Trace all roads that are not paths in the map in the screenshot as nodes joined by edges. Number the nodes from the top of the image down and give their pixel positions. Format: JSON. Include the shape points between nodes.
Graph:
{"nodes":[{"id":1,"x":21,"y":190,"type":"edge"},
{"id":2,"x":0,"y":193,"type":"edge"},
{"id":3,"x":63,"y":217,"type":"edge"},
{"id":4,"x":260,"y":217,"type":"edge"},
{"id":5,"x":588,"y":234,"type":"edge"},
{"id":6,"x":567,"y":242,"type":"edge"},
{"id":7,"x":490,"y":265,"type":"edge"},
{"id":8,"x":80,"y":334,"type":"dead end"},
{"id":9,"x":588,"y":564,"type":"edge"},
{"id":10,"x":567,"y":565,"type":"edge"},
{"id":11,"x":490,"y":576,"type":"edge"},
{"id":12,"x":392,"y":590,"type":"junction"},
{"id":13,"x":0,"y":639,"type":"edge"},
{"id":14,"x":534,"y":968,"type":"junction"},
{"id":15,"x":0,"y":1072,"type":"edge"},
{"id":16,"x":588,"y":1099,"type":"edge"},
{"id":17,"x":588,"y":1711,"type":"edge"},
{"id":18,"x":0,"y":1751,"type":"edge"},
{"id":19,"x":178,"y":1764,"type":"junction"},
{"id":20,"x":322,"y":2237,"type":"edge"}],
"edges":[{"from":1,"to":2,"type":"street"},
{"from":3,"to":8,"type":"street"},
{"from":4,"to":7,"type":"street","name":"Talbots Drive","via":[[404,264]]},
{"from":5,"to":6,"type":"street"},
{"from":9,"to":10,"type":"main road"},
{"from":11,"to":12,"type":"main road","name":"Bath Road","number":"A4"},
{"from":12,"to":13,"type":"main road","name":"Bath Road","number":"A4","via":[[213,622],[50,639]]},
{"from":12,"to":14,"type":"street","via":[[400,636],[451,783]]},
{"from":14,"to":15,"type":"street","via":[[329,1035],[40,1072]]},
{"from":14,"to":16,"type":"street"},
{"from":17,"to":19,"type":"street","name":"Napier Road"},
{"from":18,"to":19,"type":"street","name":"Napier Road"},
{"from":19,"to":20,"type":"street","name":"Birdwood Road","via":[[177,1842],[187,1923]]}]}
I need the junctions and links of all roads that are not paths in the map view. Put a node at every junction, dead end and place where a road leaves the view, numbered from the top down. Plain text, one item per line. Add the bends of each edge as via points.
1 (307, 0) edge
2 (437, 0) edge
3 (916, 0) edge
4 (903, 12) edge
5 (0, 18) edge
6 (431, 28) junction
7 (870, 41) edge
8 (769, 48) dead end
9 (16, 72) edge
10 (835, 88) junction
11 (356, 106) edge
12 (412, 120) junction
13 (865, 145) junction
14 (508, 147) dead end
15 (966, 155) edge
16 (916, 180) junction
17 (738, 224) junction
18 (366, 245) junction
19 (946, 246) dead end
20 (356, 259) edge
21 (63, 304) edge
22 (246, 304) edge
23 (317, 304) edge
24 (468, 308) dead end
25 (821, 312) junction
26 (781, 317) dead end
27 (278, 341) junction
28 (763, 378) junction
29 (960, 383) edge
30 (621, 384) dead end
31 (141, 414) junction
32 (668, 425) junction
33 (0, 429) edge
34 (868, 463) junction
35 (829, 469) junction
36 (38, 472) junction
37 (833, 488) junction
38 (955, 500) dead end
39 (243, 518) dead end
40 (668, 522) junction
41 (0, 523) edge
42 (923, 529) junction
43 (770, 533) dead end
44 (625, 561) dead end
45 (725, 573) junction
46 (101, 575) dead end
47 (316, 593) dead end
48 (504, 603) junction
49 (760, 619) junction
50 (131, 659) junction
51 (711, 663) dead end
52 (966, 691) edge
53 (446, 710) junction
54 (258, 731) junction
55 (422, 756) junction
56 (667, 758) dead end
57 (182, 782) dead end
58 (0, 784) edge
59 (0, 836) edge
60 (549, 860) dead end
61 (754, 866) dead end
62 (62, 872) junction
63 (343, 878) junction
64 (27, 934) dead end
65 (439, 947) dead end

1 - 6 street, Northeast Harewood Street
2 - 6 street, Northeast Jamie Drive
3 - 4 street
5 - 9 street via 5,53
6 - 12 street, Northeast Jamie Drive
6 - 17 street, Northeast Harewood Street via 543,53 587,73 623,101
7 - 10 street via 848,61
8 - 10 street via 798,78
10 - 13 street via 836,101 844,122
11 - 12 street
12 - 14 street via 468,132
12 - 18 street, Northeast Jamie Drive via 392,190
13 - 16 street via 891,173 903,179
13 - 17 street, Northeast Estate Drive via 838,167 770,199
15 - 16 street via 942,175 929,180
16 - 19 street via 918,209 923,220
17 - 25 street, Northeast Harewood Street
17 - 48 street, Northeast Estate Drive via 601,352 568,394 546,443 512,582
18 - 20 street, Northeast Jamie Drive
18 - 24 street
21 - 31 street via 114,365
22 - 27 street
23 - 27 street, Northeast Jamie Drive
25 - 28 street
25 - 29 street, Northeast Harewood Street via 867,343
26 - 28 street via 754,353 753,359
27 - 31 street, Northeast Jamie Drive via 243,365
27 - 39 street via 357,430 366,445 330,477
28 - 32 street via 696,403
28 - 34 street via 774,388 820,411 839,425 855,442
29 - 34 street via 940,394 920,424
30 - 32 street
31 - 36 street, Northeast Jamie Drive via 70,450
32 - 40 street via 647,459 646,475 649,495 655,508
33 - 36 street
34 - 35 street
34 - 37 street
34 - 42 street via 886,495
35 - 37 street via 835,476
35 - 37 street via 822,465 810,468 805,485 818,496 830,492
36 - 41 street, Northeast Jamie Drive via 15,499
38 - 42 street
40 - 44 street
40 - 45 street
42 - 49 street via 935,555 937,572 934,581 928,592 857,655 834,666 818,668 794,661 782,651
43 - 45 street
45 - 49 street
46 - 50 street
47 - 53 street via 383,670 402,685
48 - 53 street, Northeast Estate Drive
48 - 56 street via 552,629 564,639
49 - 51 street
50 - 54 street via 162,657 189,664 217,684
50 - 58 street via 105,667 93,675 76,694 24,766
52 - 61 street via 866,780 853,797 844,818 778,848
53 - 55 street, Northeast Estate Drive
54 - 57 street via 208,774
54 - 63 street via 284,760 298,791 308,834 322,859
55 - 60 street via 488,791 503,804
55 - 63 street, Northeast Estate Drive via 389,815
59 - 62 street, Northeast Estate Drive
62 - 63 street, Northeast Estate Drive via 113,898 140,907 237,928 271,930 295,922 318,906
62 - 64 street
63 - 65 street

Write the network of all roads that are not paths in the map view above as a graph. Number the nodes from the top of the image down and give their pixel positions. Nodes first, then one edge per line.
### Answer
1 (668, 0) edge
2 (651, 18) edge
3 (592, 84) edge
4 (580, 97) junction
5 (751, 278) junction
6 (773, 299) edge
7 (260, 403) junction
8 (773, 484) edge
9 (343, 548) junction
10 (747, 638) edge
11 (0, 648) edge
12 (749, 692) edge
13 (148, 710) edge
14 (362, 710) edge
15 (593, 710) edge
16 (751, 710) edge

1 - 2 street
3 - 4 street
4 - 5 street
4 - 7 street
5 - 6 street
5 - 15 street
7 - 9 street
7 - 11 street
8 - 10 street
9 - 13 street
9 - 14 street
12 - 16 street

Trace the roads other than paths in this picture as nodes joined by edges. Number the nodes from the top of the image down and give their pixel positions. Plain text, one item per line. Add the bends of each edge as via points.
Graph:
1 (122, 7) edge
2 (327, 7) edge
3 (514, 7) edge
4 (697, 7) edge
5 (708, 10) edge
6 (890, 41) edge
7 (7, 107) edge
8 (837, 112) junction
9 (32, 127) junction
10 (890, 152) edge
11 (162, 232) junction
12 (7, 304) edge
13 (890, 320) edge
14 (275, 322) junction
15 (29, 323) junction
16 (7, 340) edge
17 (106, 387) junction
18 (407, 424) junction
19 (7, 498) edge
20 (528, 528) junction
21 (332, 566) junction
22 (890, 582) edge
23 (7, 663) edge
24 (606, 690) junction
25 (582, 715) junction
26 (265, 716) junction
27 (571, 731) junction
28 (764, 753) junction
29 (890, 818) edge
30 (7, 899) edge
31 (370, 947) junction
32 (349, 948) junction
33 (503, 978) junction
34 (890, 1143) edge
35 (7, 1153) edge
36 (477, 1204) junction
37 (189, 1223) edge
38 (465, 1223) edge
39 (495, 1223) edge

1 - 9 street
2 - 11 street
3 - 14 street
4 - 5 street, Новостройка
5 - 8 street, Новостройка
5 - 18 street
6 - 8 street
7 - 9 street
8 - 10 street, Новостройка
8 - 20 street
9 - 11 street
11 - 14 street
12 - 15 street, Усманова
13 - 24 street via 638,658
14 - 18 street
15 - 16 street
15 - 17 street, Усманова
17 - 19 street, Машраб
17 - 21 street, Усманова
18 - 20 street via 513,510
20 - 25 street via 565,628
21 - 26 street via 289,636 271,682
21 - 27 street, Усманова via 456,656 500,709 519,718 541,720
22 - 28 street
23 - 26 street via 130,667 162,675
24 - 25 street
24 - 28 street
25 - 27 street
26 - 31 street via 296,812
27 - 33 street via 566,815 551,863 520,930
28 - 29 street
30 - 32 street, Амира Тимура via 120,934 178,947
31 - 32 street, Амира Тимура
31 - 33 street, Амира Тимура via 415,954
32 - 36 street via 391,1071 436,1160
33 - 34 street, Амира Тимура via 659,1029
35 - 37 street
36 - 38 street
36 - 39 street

::::

Work order: Count the lines of the data that contain the word "Bath", and give only that number.

Finished task: 2